• [Information supplied]
===============

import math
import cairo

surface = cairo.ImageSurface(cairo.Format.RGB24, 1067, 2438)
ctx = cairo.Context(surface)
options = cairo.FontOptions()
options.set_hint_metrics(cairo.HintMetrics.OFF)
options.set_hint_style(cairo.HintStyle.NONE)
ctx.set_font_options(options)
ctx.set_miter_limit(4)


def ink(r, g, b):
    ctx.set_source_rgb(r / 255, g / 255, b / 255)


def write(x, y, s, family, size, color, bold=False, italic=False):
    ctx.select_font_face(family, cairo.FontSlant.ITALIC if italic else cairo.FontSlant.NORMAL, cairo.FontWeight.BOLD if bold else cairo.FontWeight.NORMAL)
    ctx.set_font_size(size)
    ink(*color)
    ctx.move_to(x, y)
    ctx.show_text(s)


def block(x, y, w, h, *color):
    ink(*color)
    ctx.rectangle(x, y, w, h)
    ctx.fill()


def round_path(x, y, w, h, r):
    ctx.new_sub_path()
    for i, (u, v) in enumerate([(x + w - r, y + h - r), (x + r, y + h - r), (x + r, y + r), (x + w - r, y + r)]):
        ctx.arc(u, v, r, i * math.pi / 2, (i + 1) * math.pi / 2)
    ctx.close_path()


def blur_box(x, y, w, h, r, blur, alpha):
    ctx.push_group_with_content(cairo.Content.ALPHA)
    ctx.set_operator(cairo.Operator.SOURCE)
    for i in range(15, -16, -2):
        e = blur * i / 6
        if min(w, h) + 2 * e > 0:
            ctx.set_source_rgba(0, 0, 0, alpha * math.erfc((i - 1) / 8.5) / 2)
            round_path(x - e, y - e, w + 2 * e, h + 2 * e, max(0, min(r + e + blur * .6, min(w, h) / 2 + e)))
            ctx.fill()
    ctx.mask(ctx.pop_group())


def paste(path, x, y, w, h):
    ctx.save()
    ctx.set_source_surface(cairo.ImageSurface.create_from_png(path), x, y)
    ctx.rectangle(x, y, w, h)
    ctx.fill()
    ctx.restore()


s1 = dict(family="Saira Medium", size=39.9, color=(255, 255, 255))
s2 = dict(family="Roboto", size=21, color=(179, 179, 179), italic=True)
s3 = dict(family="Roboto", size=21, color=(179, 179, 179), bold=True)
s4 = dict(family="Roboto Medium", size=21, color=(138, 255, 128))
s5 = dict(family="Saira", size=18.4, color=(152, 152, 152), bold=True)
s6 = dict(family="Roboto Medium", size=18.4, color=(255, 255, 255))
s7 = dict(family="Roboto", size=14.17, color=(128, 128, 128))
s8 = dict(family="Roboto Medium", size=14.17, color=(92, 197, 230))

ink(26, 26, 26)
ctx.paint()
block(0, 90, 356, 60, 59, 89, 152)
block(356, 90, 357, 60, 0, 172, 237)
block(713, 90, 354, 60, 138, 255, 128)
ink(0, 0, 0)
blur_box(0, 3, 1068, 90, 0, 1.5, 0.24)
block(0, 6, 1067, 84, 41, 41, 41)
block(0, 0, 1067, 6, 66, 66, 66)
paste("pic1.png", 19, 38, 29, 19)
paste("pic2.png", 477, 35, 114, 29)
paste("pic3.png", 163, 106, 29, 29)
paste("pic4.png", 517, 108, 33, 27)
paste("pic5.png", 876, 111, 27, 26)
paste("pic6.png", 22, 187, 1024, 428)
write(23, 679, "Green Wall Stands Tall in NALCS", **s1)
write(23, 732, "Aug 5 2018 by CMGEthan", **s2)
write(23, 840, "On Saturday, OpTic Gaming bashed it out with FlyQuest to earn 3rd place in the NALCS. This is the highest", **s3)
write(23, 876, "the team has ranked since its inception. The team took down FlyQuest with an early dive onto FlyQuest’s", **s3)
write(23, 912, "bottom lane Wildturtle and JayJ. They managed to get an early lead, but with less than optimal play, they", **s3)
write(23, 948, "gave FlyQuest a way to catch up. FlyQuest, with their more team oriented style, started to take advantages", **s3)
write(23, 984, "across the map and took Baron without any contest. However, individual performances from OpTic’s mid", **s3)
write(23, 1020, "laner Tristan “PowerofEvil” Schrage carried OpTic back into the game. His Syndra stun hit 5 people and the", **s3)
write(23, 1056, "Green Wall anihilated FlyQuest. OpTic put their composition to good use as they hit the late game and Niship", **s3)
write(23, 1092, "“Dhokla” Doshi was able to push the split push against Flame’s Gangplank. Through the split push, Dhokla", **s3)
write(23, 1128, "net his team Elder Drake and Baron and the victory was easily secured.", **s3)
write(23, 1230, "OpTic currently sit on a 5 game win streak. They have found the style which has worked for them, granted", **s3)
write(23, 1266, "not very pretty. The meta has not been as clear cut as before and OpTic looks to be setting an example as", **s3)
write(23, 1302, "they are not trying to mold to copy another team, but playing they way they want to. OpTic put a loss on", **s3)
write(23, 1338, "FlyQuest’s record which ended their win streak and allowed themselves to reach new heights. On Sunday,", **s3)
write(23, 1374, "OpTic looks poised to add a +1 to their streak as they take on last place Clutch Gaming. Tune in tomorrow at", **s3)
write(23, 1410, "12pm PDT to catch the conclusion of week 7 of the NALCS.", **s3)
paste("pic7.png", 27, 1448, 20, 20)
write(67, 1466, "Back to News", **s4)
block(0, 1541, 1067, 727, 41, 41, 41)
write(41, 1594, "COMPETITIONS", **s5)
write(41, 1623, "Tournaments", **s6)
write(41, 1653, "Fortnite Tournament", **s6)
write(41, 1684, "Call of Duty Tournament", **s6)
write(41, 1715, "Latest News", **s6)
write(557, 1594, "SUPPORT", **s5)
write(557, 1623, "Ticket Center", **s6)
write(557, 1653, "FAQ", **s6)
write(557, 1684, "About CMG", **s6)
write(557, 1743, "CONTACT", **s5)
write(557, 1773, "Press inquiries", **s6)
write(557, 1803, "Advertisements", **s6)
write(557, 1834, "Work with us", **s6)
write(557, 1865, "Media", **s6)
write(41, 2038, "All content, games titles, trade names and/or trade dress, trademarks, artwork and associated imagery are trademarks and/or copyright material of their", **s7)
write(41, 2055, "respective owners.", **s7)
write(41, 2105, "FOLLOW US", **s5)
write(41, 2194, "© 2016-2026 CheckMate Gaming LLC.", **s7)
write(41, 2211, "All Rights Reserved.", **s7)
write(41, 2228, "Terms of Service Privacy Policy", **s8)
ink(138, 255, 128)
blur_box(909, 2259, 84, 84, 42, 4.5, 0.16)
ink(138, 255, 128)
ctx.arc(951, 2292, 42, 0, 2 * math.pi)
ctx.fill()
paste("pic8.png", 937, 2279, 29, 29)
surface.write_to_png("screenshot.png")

===============

The answer should hold only the lines from the start of the records above through the line containing "ctx.set_source_rgb(r / 255, g", each set down exactly.

import math
import cairo

surface = cairo.ImageSurface(cairo.Format.RGB24, 1067, 2438)
ctx = cairo.Context(surface)
options = cairo.FontOptions()
options.set_hint_metrics(cairo.HintMetrics.OFF)
options.set_hint_style(cairo.HintStyle.NONE)
ctx.set_font_options(options)
ctx.set_miter_limit(4)


def ink(r, g, b):
    ctx.set_source_rgb(r / 255, g / 255, b / 255)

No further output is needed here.